Hardware Support and Acceleration for Functional Encryption

Author: Kimmo Järvinen

 

Functional encryption is a powerful new paradigm for encryption. Traditional encryption schemes are all-or-nothing in the sense that having the decryption key gives full access to the corresponding plaintext. Without this key, it is impossible to obtain any information about the contents of the plaintext. Functional encryption, however, allows generating decryption keys that give a limited access to the plaintext. Namely, they allow computing a function f(x) from an encrypted “x” without providing any other information about “x” except the result of this function. Having this sort of fine-grained granularity gives huge advantages compared to traditional encryption, for example, in mitigating risks related to key leakage or improving the privacy of users' data. Unfortunately, such additional power does not come for free.

 

Functional encryption is orders of magnitude more complex compared to traditional encryption (for example, AES). This means that encrypting large amounts of data or computing functions (decryptions) over large encrypted data sets (potentially from many users) are demanding tasks. Even functional encryption schemes that support only simple functions such as inner products are very expensive. For example, operations comparable to public-key encryptions are required for each value in a vector of data to be encrypted or decrypted. Furthermore, if more complicated functions (for example, quadratic functions) are needed, then even more expensive computations (for example, cryptographic pairings) are required. Therefore, there exists an evident need for accelerating functional encryption computations and tailoring the solutions optimally to different types of computing platforms. To overcome this challenge, FENTEC is developing techniques for accelerating functional encryption with hardware accelerators.

 

Functional encryption schemes include a lot of inherent parallelism making them well suited for hardware where this parallelism can be exploited with multi-core architectures. Each core should be optimized for the basic operations of a functional encryption scheme (for example, modular exponentiation) and then, the multi-core architecture can compute these basic operations in parallel.

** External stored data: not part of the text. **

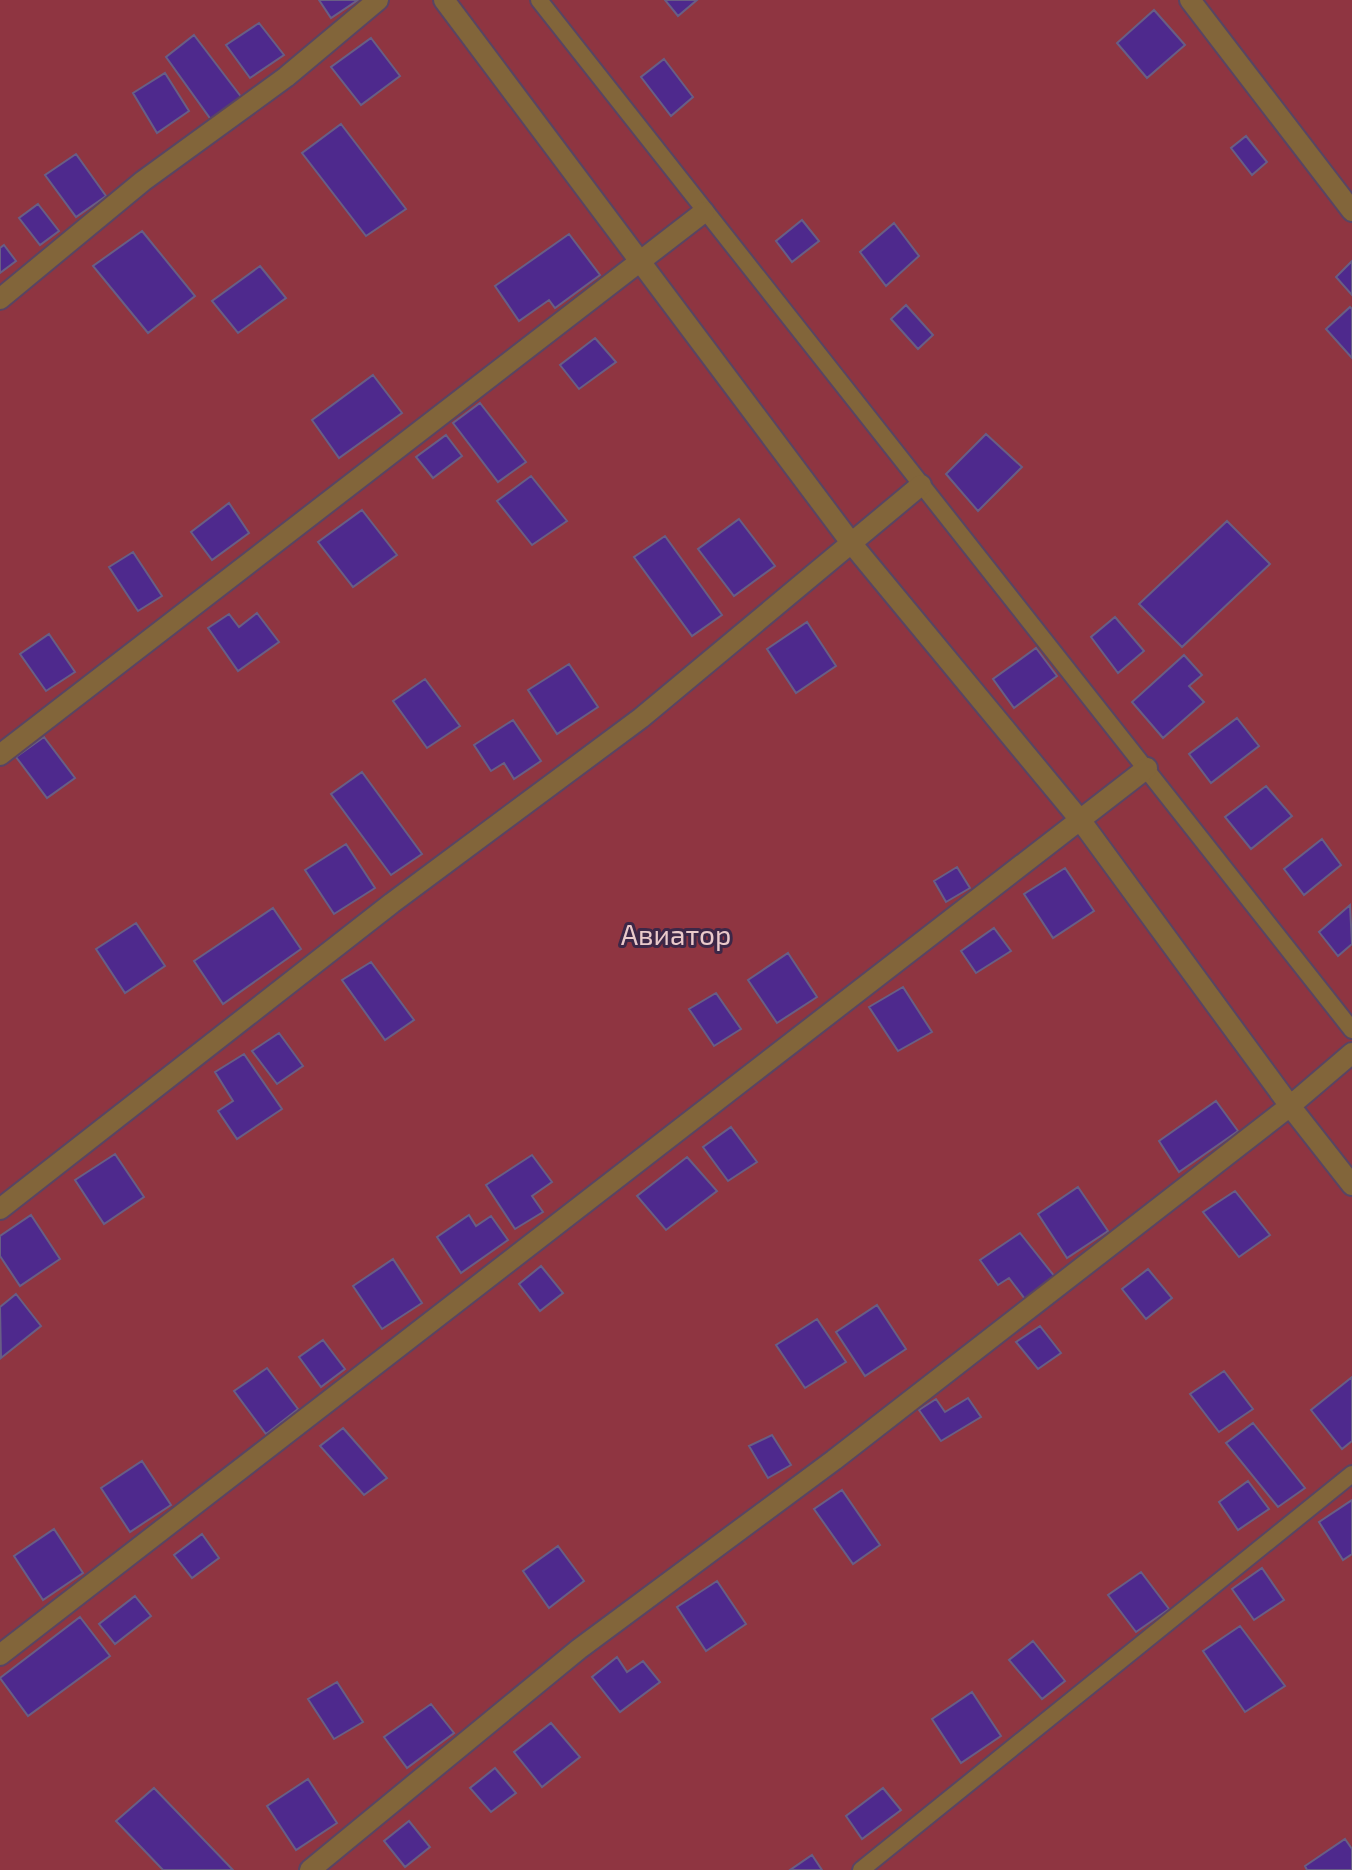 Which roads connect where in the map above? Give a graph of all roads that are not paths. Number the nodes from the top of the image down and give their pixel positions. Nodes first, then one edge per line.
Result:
1 (378, 0) edge
2 (444, 0) edge
3 (539, 0) edge
4 (1190, 0) edge
5 (1352, 211) edge
6 (704, 212) junction
7 (640, 262) junction
8 (0, 299) edge
9 (921, 485) junction
10 (852, 544) junction
11 (0, 755) edge
12 (1147, 768) junction
13 (1081, 821) junction
14 (1352, 1030) edge
15 (1352, 1053) edge
16 (1290, 1106) junction
17 (1352, 1185) edge
18 (0, 1209) edge
19 (1352, 1474) edge
20 (0, 1655) edge
21 (310, 1870) edge
22 (861, 1870) edge

1 - 8 street
2 - 7 street
3 - 6 lane
4 - 5 street
6 - 7 street
6 - 9 lane
7 - 10 street
7 - 11 street
9 - 10 street
9 - 12 lane
10 - 13 street
10 - 18 street
12 - 13 street
12 - 14 lane
13 - 16 street
13 - 20 street
15 - 16 street
16 - 17 street
16 - 21 street
19 - 22 lane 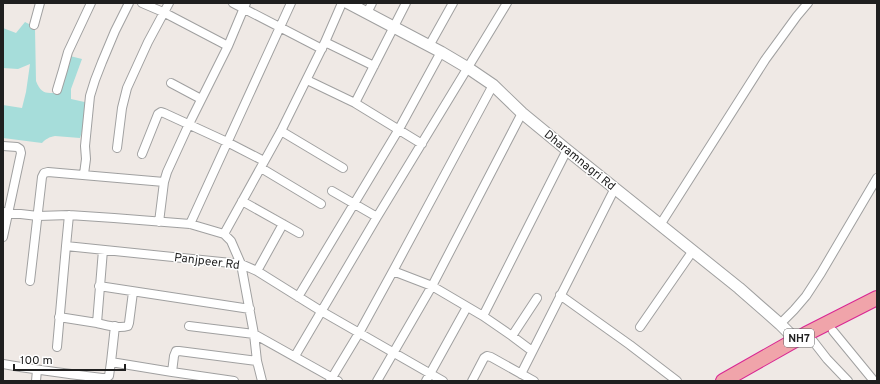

FENTEC will focuson FPGA-based HW/SW codesign accelerators where the heavy computations are accelerated with hardware (that is, in FPGA) and the control and interfacing are handled by software.

 

Already for a long time, it has been understood that side-channel attacks that exploit weaknesses of implementations pose a serious risk for cryptosystems in practice. As mentioned above, functional encryption may mitigate the risks of key leakage because even finding out the key for computing f(x) does not give full access to the plaintext. Nevertheless, implementation security is still a major aspect even for functional encryption and strong protections against side-channel attacks are required in many cases. One big challenge is that side-channel protections typically come with hefty performance overheads which are added on top of the already high computational requirements. FENTEC has defined three different trust models for the computing platforms in order to structure research on implementation security:

 

  • The first model is the fully trusted model where the entire computing platform is assumed trusted. This assumption implies that the computing platform is in a protected environment which cannot be accessed by the adversary. Because implementation attacks are not considered a threat in this model, the research focuses purely on performance issues and relates to the long research tradition of accelerating cryptographic computations.

 

  • The second model is the partly trusted model where a trusted component called the Trust Anchor in an otherwise untrusted system is used. The trust anchor may, for example, be a separate security chip which supports a fixed set of well-protected cryptographic operations and key storage. An implementation of functional encryption should be such that the security-critical parts are executed in the trust anchor whereas other parts can be computed in the untrusted system. The research questions are how to distribute computations between the untrusted part and the trust anchor and how to minimize the requirements for the trust anchor.

 

  • The third model is the fully untrusted model where the entire computing platform is assumed untrusted in the sense that it can be a target for various implementation attacks. This means that the whole implementation of functional encryption must be protected against different types of implementation attacks. In this model, the research focuses on developing strong protections against implementation attacks and validating their strength on real hardware.

 

To conclude, FENTEC makes research on various aspects around hardware implementation of functional encryption. The objectives of this branch of research are to improve the efficiency of practical instantiations of functional encryption and to protect them against implementation related attacks.